● **WORK ITEM**
Strip out the pictures and transcribe the records that follow exactly.

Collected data
-- Opening Marker --

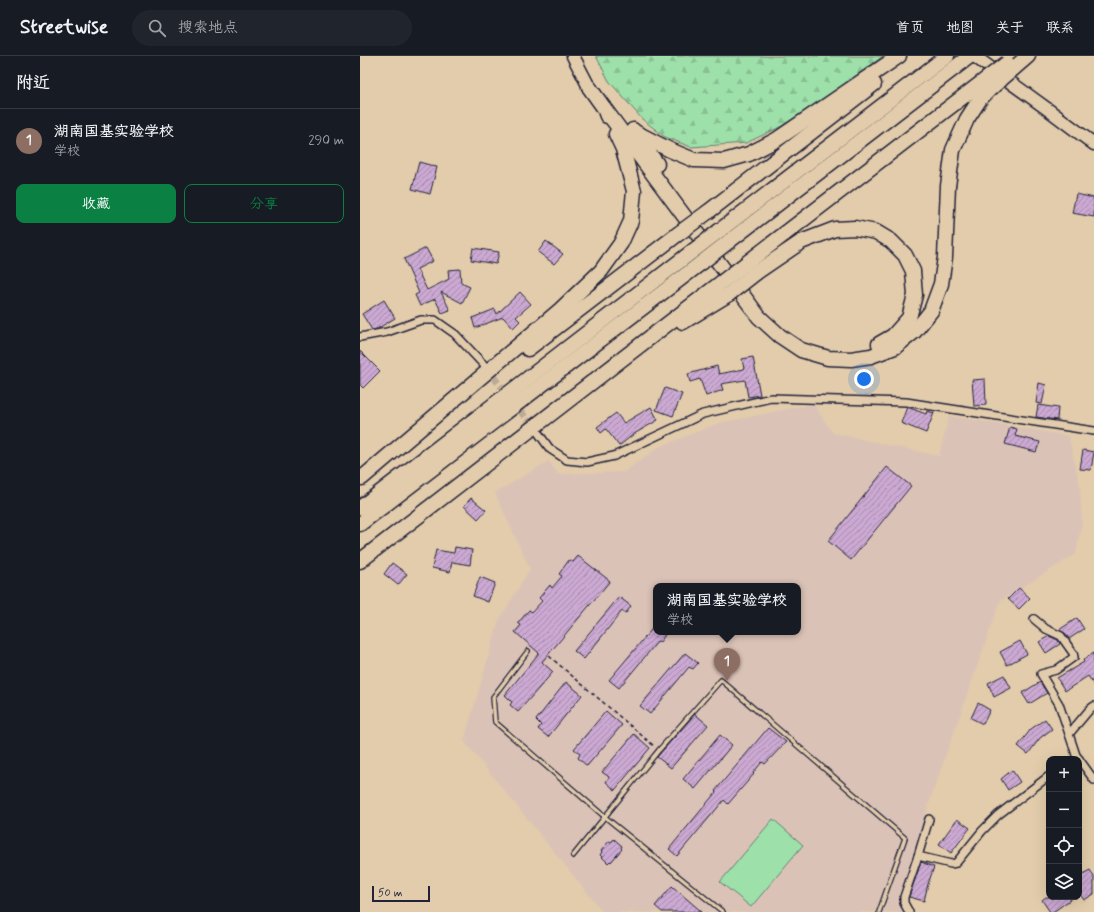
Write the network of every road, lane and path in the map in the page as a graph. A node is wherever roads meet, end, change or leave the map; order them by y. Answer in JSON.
{"nodes":[{"id":1,"x":573,"y":56,"type":"edge"},
{"id":2,"x":899,"y":56,"type":"edge"},
{"id":3,"x":910,"y":56,"type":"edge"},
{"id":4,"x":947,"y":56,"type":"edge"},
{"id":5,"x":974,"y":56,"type":"edge"},
{"id":6,"x":1028,"y":56,"type":"edge"},
{"id":7,"x":964,"y":60,"type":"edge"},
{"id":8,"x":1012,"y":63,"type":"edge"},
{"id":9,"x":988,"y":84,"type":"junction"},
{"id":10,"x":590,"y":86,"type":"junction"},
{"id":11,"x":604,"y":108,"type":"junction"},
{"id":12,"x":633,"y":130,"type":"junction"},
{"id":13,"x":1094,"y":144,"type":"edge"},
{"id":14,"x":753,"y":267,"type":"junction"},
{"id":15,"x":360,"y":337,"type":"edge"},
{"id":16,"x":484,"y":365,"type":"tunnel mouth"},
{"id":17,"x":1094,"y":431,"type":"edge"},
{"id":18,"x":539,"y":434,"type":"tunnel mouth"},
{"id":19,"x":361,"y":479,"type":"edge"},
{"id":20,"x":360,"y":508,"type":"edge"},
{"id":21,"x":360,"y":524,"type":"edge"},
{"id":22,"x":360,"y":561,"type":"edge"},
{"id":23,"x":1034,"y":619,"type":"dead end"},
{"id":24,"x":528,"y":651,"type":"dead end"},
{"id":25,"x":549,"y":656,"type":"dead end"},
{"id":26,"x":1094,"y":706,"type":"edge"},
{"id":27,"x":1069,"y":734,"type":"junction"},
{"id":28,"x":659,"y":750,"type":"junction"},
{"id":29,"x":1075,"y":756,"type":"edge"},
{"id":30,"x":1082,"y":765,"type":"edge"},
{"id":31,"x":1046,"y":778,"type":"edge"},
{"id":32,"x":1094,"y":780,"type":"edge"},
{"id":33,"x":605,"y":817,"type":"junction"},
{"id":34,"x":929,"y":819,"type":"dead end"},
{"id":35,"x":574,"y":856,"type":"dead end"},
{"id":36,"x":918,"y":856,"type":"junction"},
{"id":37,"x":723,"y":912,"type":"edge"},
{"id":38,"x":879,"y":912,"type":"edge"},
{"id":39,"x":909,"y":912,"type":"edge"}],
"edges":[{"from":1,"to":10,"type":"main road"},
{"from":2,"to":12,"type":"highway"},
{"from":3,"to":19,"type":"highway","bridge":true},
{"from":4,"to":20,"type":"highway","bridge":true},
{"from":5,"to":13,"type":"main road"},
{"from":6,"to":8,"type":"highway"},
{"from":7,"to":21,"type":"highway","bridge":true},
{"from":8,"to":9,"type":"highway","bridge":true},
{"from":9,"to":11,"type":"highway"},
{"from":9,"to":14,"type":"highway"},
{"from":10,"to":11,"type":"highway"},
{"from":10,"to":12,"type":"highway"},
{"from":11,"to":19,"type":"highway"},
{"from":12,"to":14,"type":"highway"},
{"from":14,"to":22,"type":"highway","bridge":true},
{"from":15,"to":16,"type":"street"},
{"from":17,"to":18,"type":"street"},
{"from":23,"to":27,"type":"street"},
{"from":24,"to":33,"type":"lane"},
{"from":25,"to":28,"type":"path"},
{"from":26,"to":27,"type":"street"},
{"from":27,"to":29,"type":"street"},
{"from":28,"to":33,"type":"lane"},
{"from":28,"to":38,"type":"lane"},
{"from":30,"to":32,"type":"street"},
{"from":31,"to":36,"type":"street"},
{"from":33,"to":35,"type":"lane"},
{"from":33,"to":37,"type":"lane"},
{"from":34,"to":36,"type":"street"},
{"from":36,"to":39,"type":"street"}]}
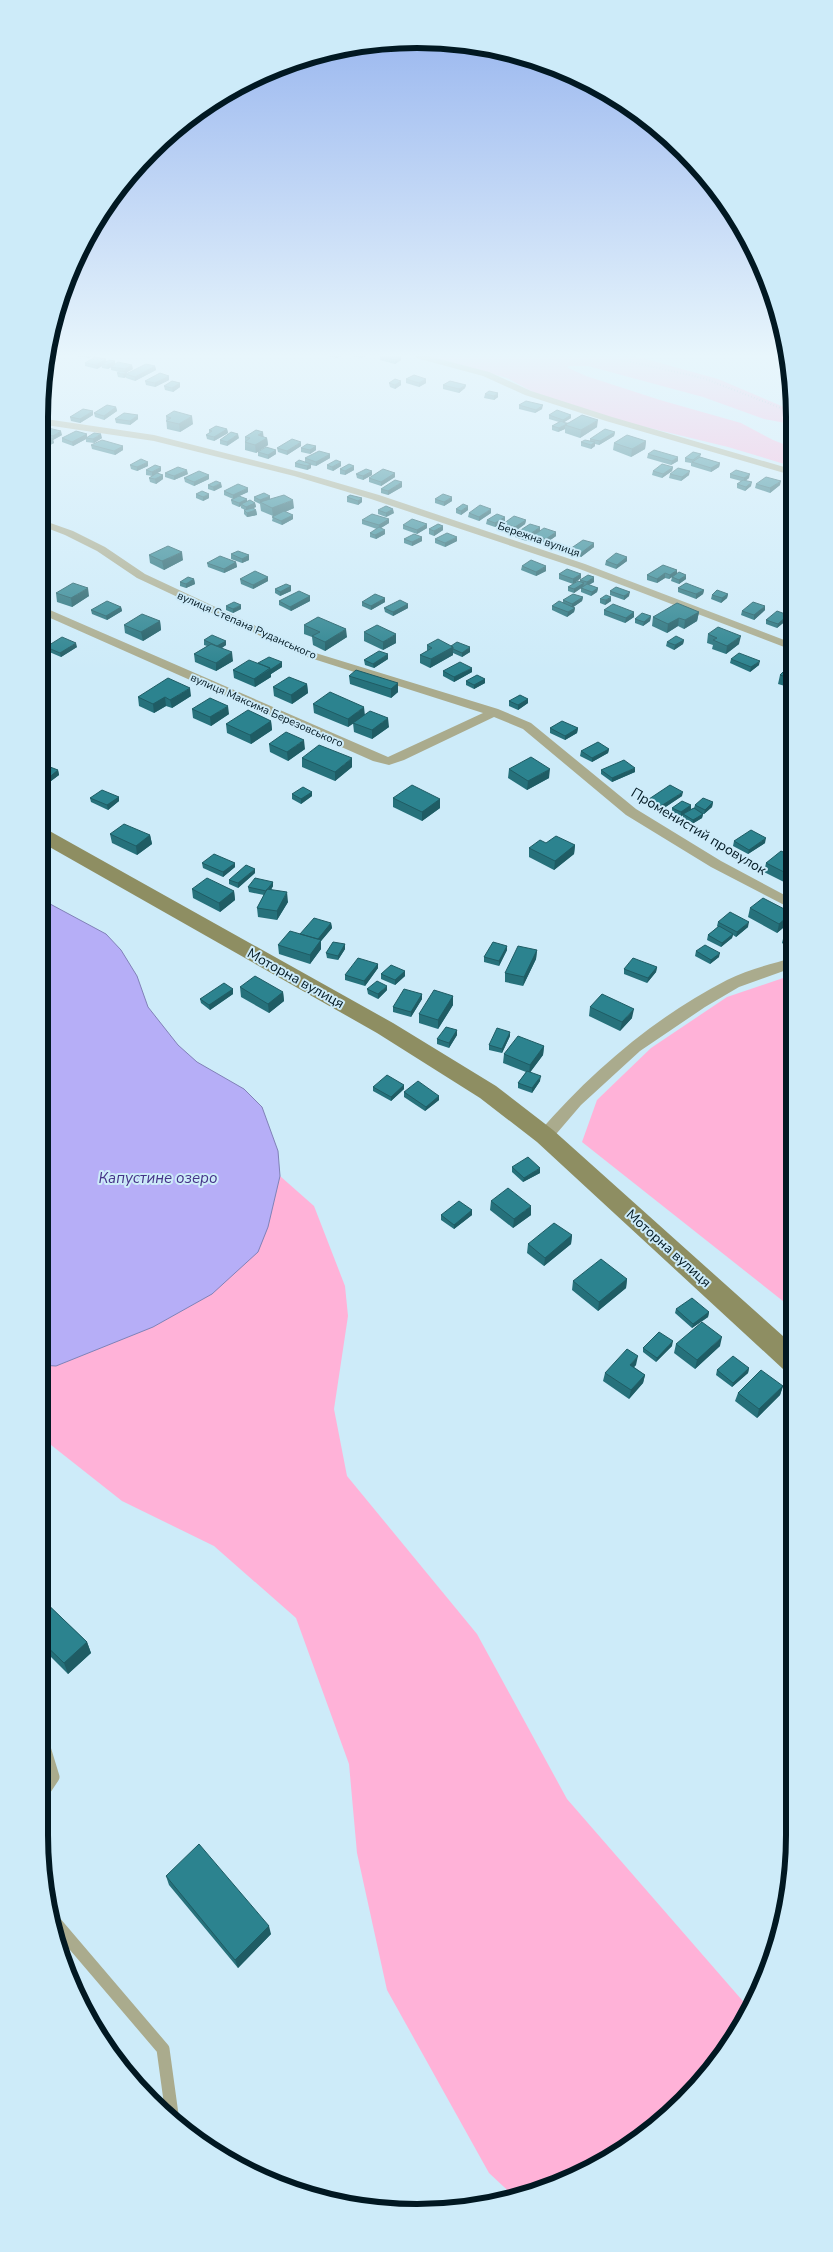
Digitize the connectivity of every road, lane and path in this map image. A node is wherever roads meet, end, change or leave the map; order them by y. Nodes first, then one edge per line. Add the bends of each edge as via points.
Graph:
1 (246, 461) edge
2 (754, 461) edge
3 (786, 471) edge
4 (48, 525) edge
5 (48, 613) edge
6 (786, 645) edge
7 (494, 712) junction
8 (48, 839) edge
9 (786, 902) edge
10 (786, 965) edge
11 (545, 1136) junction
12 (786, 1354) edge
13 (48, 1761) edge
14 (48, 1784) edge
15 (59, 1927) edge
16 (172, 2112) edge

1 - 6 street, Бережна вулиця via 375,497 581,566
2 - 3 street
4 - 7 street, вулиця Степана Руданського via 101,549 141,576 306,653
5 - 7 street, вулиця Максима Березовського via 377,758 389,760 400,757
7 - 9 street, Променистий провулок via 527,726 631,812
8 - 11 street, Моторна вулиця via 385,1028 488,1092
10 - 11 street via 734,983 636,1047 575,1101
11 - 12 street, Моторна вулиця
13 - 14 lane via 53,1777
15 - 16 lane via 163,2049

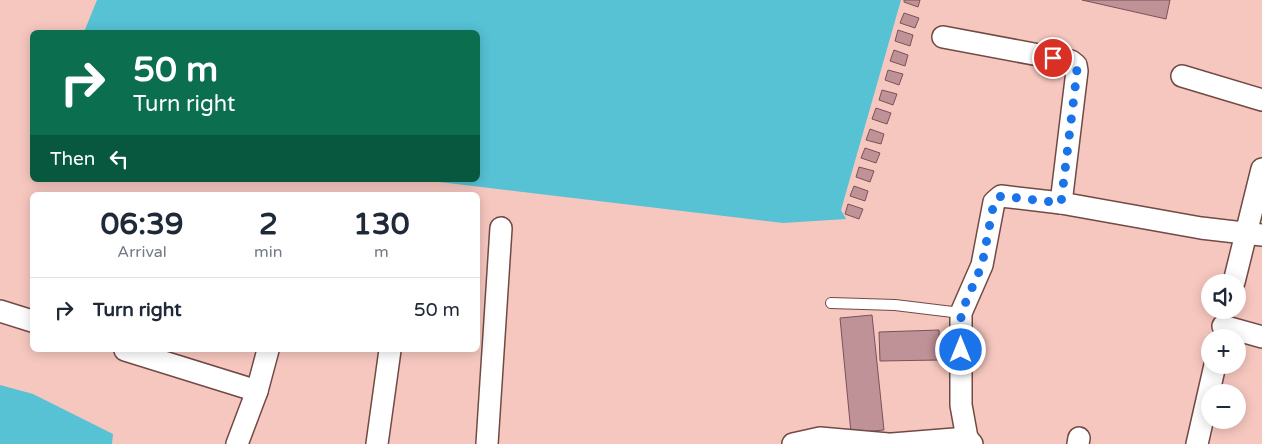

-- Closing Marker --

● **YOUR SOLUTION**
Write the network of every road, lane and path in the map in the page as a graph. A node is wherever roads meet, end, change or leave the map; order them by y. Answer in JSON.
{"nodes":[{"id":1,"x":573,"y":56,"type":"edge"},
{"id":2,"x":899,"y":56,"type":"edge"},
{"id":3,"x":910,"y":56,"type":"edge"},
{"id":4,"x":947,"y":56,"type":"edge"},
{"id":5,"x":974,"y":56,"type":"edge"},
{"id":6,"x":1028,"y":56,"type":"edge"},
{"id":7,"x":964,"y":60,"type":"edge"},
{"id":8,"x":1012,"y":63,"type":"edge"},
{"id":9,"x":988,"y":84,"type":"junction"},
{"id":10,"x":590,"y":86,"type":"junction"},
{"id":11,"x":604,"y":108,"type":"junction"},
{"id":12,"x":633,"y":130,"type":"junction"},
{"id":13,"x":1094,"y":144,"type":"edge"},
{"id":14,"x":753,"y":267,"type":"junction"},
{"id":15,"x":360,"y":337,"type":"edge"},
{"id":16,"x":484,"y":365,"type":"tunnel mouth"},
{"id":17,"x":1094,"y":431,"type":"edge"},
{"id":18,"x":539,"y":434,"type":"tunnel mouth"},
{"id":19,"x":361,"y":479,"type":"edge"},
{"id":20,"x":360,"y":508,"type":"edge"},
{"id":21,"x":360,"y":524,"type":"edge"},
{"id":22,"x":360,"y":561,"type":"edge"},
{"id":23,"x":1034,"y":619,"type":"dead end"},
{"id":24,"x":528,"y":651,"type":"dead end"},
{"id":25,"x":549,"y":656,"type":"dead end"},
{"id":26,"x":1094,"y":706,"type":"edge"},
{"id":27,"x":1069,"y":734,"type":"junction"},
{"id":28,"x":659,"y":750,"type":"junction"},
{"id":29,"x":1075,"y":756,"type":"edge"},
{"id":30,"x":1082,"y":765,"type":"edge"},
{"id":31,"x":1046,"y":778,"type":"edge"},
{"id":32,"x":1094,"y":780,"type":"edge"},
{"id":33,"x":605,"y":817,"type":"junction"},
{"id":34,"x":929,"y":819,"type":"dead end"},
{"id":35,"x":574,"y":856,"type":"dead end"},
{"id":36,"x":918,"y":856,"type":"junction"},
{"id":37,"x":723,"y":912,"type":"edge"},
{"id":38,"x":879,"y":912,"type":"edge"},
{"id":39,"x":909,"y":912,"type":"edge"}],
"edges":[{"from":1,"to":10,"type":"main road"},
{"from":2,"to":12,"type":"highway"},
{"from":3,"to":19,"type":"highway","bridge":true},
{"from":4,"to":20,"type":"highway","bridge":true},
{"from":5,"to":13,"type":"main road"},
{"from":6,"to":8,"type":"highway"},
{"from":7,"to":21,"type":"highway","bridge":true},
{"from":8,"to":9,"type":"highway","bridge":true},
{"from":9,"to":11,"type":"highway"},
{"from":9,"to":14,"type":"highway"},
{"from":10,"to":11,"type":"highway"},
{"from":10,"to":12,"type":"highway"},
{"from":11,"to":19,"type":"highway"},
{"from":12,"to":14,"type":"highway"},
{"from":14,"to":22,"type":"highway","bridge":true},
{"from":15,"to":16,"type":"street"},
{"from":17,"to":18,"type":"street"},
{"from":23,"to":27,"type":"street"},
{"from":24,"to":33,"type":"lane"},
{"from":25,"to":28,"type":"path"},
{"from":26,"to":27,"type":"street"},
{"from":27,"to":29,"type":"street"},
{"from":28,"to":33,"type":"lane"},
{"from":28,"to":38,"type":"lane"},
{"from":30,"to":32,"type":"street"},
{"from":31,"to":36,"type":"street"},
{"from":33,"to":35,"type":"lane"},
{"from":33,"to":37,"type":"lane"},
{"from":34,"to":36,"type":"street"},
{"from":36,"to":39,"type":"street"}]}
Digitize the connectivity of every road, lane and path in this map image. A node is wherever roads meet, end, change or leave the map; order them by y. Nodes first, then one edge per line. Add the bends of each edge as via points.
Graph:
1 (246, 461) edge
2 (754, 461) edge
3 (786, 471) edge
4 (48, 525) edge
5 (48, 613) edge
6 (786, 645) edge
7 (494, 712) junction
8 (48, 839) edge
9 (786, 902) edge
10 (786, 965) edge
11 (545, 1136) junction
12 (786, 1354) edge
13 (48, 1761) edge
14 (48, 1784) edge
15 (59, 1927) edge
16 (172, 2112) edge

1 - 6 street, Бережна вулиця via 375,497 581,566
2 - 3 street
4 - 7 street, вулиця Степана Руданського via 101,549 141,576 306,653
5 - 7 street, вулиця Максима Березовського via 377,758 389,760 400,757
7 - 9 street, Променистий провулок via 527,726 631,812
8 - 11 street, Моторна вулиця via 385,1028 488,1092
10 - 11 street via 734,983 636,1047 575,1101
11 - 12 street, Моторна вулиця
13 - 14 lane via 53,1777
15 - 16 lane via 163,2049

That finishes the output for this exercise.